PROVIDED DATA Block Start

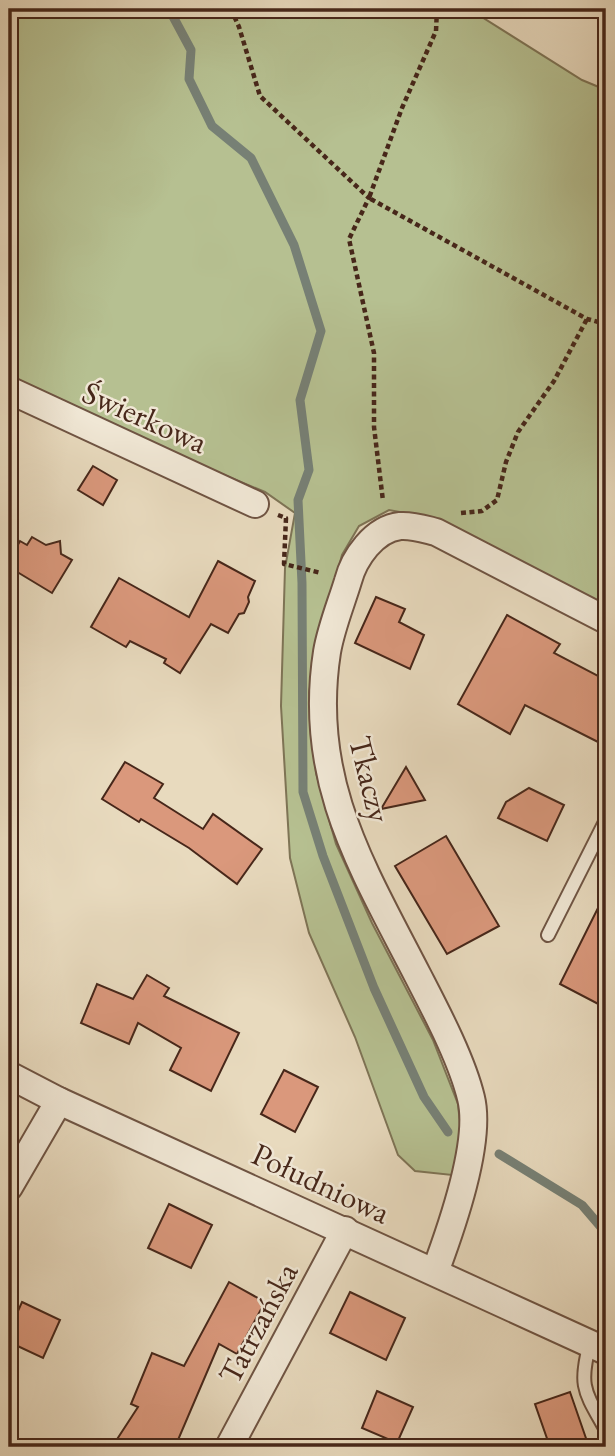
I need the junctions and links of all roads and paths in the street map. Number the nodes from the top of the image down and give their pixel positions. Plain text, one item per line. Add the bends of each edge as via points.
1 (230, 9) edge
2 (437, 9) edge
3 (369, 198) junction
4 (587, 319) junction
5 (606, 324) edge
6 (9, 390) edge
7 (255, 504) joint
8 (419, 527) junction
9 (386, 530) junction
10 (310, 569) dead end
11 (606, 620) edge
12 (606, 821) edge
13 (548, 935) dead end
14 (9, 1074) edge
15 (60, 1101) junction
16 (9, 1187) edge
17 (345, 1230) junction
18 (435, 1272) junction
19 (598, 1347) edge
20 (606, 1430) edge
21 (229, 1447) edge

1 - 3 path via 260,96
2 - 3 path via 436,31
3 - 4 path
3 - 9 path via 349,239 374,353 374,427
4 - 5 path
4 - 8 path via 554,381 518,432 497,500 482,511 445,514
6 - 7 street, Świerkowa
7 - 10 path via 286,518 284,564
8 - 9 street
8 - 11 street via 490,558
9 - 18 street, Tkaczy via 358,556 350,573 328,649 322,711 329,775 354,851 425,989 471,1099 473,1136 451,1231
12 - 13 lane
14 - 15 street, Południowa
15 - 16 street
15 - 17 street, Południowa
17 - 18 street, Południowa
17 - 21 street, Tatrzańska
18 - 19 street, Południowa
19 - 20 lane via 583,1377 588,1398

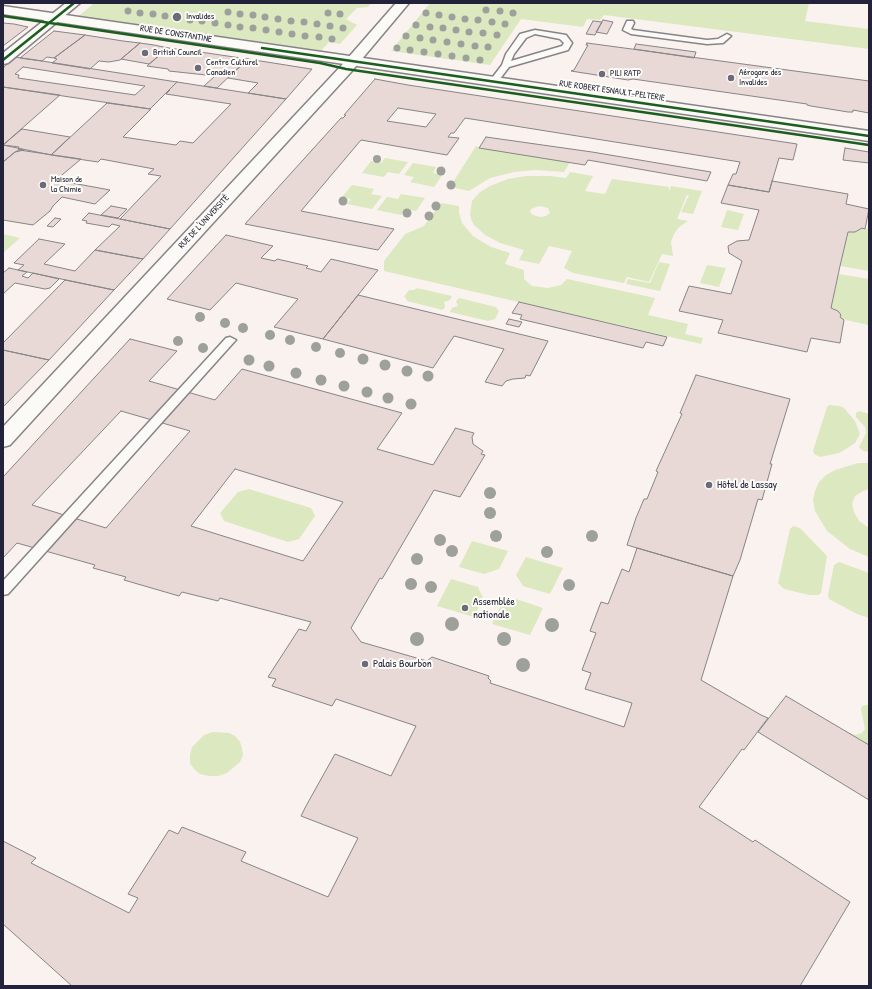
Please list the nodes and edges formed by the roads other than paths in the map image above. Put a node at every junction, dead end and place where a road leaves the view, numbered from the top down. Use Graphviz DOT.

PROVIDED DATA Block End

#### EXERCISE DIRECTIONS:
All entries must be output exactly as they stand, and every picture must be left out.

#### FINISHED EXERCISE:
I need the junctions and links of all roads and paths in the street map. Number the nodes from the top of the image down and give their pixel positions. Plain text, one item per line. Add the bends of each edge as via points.
1 (230, 9) edge
2 (437, 9) edge
3 (369, 198) junction
4 (587, 319) junction
5 (606, 324) edge
6 (9, 390) edge
7 (255, 504) joint
8 (419, 527) junction
9 (386, 530) junction
10 (310, 569) dead end
11 (606, 620) edge
12 (606, 821) edge
13 (548, 935) dead end
14 (9, 1074) edge
15 (60, 1101) junction
16 (9, 1187) edge
17 (345, 1230) junction
18 (435, 1272) junction
19 (598, 1347) edge
20 (606, 1430) edge
21 (229, 1447) edge

1 - 3 path via 260,96
2 - 3 path via 436,31
3 - 4 path
3 - 9 path via 349,239 374,353 374,427
4 - 5 path
4 - 8 path via 554,381 518,432 497,500 482,511 445,514
6 - 7 street, Świerkowa
7 - 10 path via 286,518 284,564
8 - 9 street
8 - 11 street via 490,558
9 - 18 street, Tkaczy via 358,556 350,573 328,649 322,711 329,775 354,851 425,989 471,1099 473,1136 451,1231
12 - 13 lane
14 - 15 street, Południowa
15 - 16 street
15 - 17 street, Południowa
17 - 18 street, Południowa
17 - 21 street, Tatrzańska
18 - 19 street, Południowa
19 - 20 lane via 583,1377 588,1398

Please list the nodes and edges formed by the roads other than paths in the map image above. Put a node at every junction, dead end and place where a road leaves the view, numbered from the top down. Use Graphviz DOT.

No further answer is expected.